### [SOURCE INFORMATION]
********
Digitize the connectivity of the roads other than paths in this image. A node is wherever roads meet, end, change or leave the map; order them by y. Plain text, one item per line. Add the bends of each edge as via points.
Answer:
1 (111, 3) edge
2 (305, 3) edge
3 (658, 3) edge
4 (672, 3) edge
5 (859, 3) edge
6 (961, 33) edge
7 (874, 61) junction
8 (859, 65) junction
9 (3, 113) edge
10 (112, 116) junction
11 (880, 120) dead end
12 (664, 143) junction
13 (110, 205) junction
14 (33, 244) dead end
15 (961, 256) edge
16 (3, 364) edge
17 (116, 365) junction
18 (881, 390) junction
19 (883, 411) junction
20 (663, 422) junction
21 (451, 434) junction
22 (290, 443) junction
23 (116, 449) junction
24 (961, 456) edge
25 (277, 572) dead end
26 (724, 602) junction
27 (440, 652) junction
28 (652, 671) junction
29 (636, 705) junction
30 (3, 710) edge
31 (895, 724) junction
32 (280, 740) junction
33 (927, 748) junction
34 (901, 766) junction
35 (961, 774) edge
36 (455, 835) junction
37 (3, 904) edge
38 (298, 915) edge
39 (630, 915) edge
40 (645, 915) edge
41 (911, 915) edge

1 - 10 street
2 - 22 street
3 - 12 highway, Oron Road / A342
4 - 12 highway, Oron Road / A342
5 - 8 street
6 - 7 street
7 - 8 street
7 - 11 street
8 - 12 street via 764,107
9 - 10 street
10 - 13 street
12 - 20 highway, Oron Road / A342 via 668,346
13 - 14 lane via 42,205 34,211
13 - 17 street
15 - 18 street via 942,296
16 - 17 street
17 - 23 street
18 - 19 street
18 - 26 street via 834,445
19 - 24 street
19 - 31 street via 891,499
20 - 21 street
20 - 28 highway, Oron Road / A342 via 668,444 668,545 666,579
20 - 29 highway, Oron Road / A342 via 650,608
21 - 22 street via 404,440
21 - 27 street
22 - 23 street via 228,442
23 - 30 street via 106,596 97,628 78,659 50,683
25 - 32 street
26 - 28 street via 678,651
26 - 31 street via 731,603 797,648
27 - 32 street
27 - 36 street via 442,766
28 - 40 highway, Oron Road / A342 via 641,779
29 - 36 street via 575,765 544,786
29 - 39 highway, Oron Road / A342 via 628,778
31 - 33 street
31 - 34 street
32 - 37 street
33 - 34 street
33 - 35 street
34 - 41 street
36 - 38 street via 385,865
********
### [WHAT TO PRODUCE]
The answer must be the full listing, returned exactly as given.

### [OUTPUT BELOW]
Digitize the connectivity of the roads other than paths in this image. A node is wherever roads meet, end, change or leave the map; order them by y. Plain text, one item per line. Add the bends of each edge as via points.
Answer:
1 (111, 3) edge
2 (305, 3) edge
3 (658, 3) edge
4 (672, 3) edge
5 (859, 3) edge
6 (961, 33) edge
7 (874, 61) junction
8 (859, 65) junction
9 (3, 113) edge
10 (112, 116) junction
11 (880, 120) dead end
12 (664, 143) junction
13 (110, 205) junction
14 (33, 244) dead end
15 (961, 256) edge
16 (3, 364) edge
17 (116, 365) junction
18 (881, 390) junction
19 (883, 411) junction
20 (663, 422) junction
21 (451, 434) junction
22 (290, 443) junction
23 (116, 449) junction
24 (961, 456) edge
25 (277, 572) dead end
26 (724, 602) junction
27 (440, 652) junction
28 (652, 671) junction
29 (636, 705) junction
30 (3, 710) edge
31 (895, 724) junction
32 (280, 740) junction
33 (927, 748) junction
34 (901, 766) junction
35 (961, 774) edge
36 (455, 835) junction
37 (3, 904) edge
38 (298, 915) edge
39 (630, 915) edge
40 (645, 915) edge
41 (911, 915) edge

1 - 10 street
2 - 22 street
3 - 12 highway, Oron Road / A342
4 - 12 highway, Oron Road / A342
5 - 8 street
6 - 7 street
7 - 8 street
7 - 11 street
8 - 12 street via 764,107
9 - 10 street
10 - 13 street
12 - 20 highway, Oron Road / A342 via 668,346
13 - 14 lane via 42,205 34,211
13 - 17 street
15 - 18 street via 942,296
16 - 17 street
17 - 23 street
18 - 19 street
18 - 26 street via 834,445
19 - 24 street
19 - 31 street via 891,499
20 - 21 street
20 - 28 highway, Oron Road / A342 via 668,444 668,545 666,579
20 - 29 highway, Oron Road / A342 via 650,608
21 - 22 street via 404,440
21 - 27 street
22 - 23 street via 228,442
23 - 30 street via 106,596 97,628 78,659 50,683
25 - 32 street
26 - 28 street via 678,651
26 - 31 street via 731,603 797,648
27 - 32 street
27 - 36 street via 442,766
28 - 40 highway, Oron Road / A342 via 641,779
29 - 36 street via 575,765 544,786
29 - 39 highway, Oron Road / A342 via 628,778
31 - 33 street
31 - 34 street
32 - 37 street
33 - 34 street
33 - 35 street
34 - 41 street
36 - 38 street via 385,865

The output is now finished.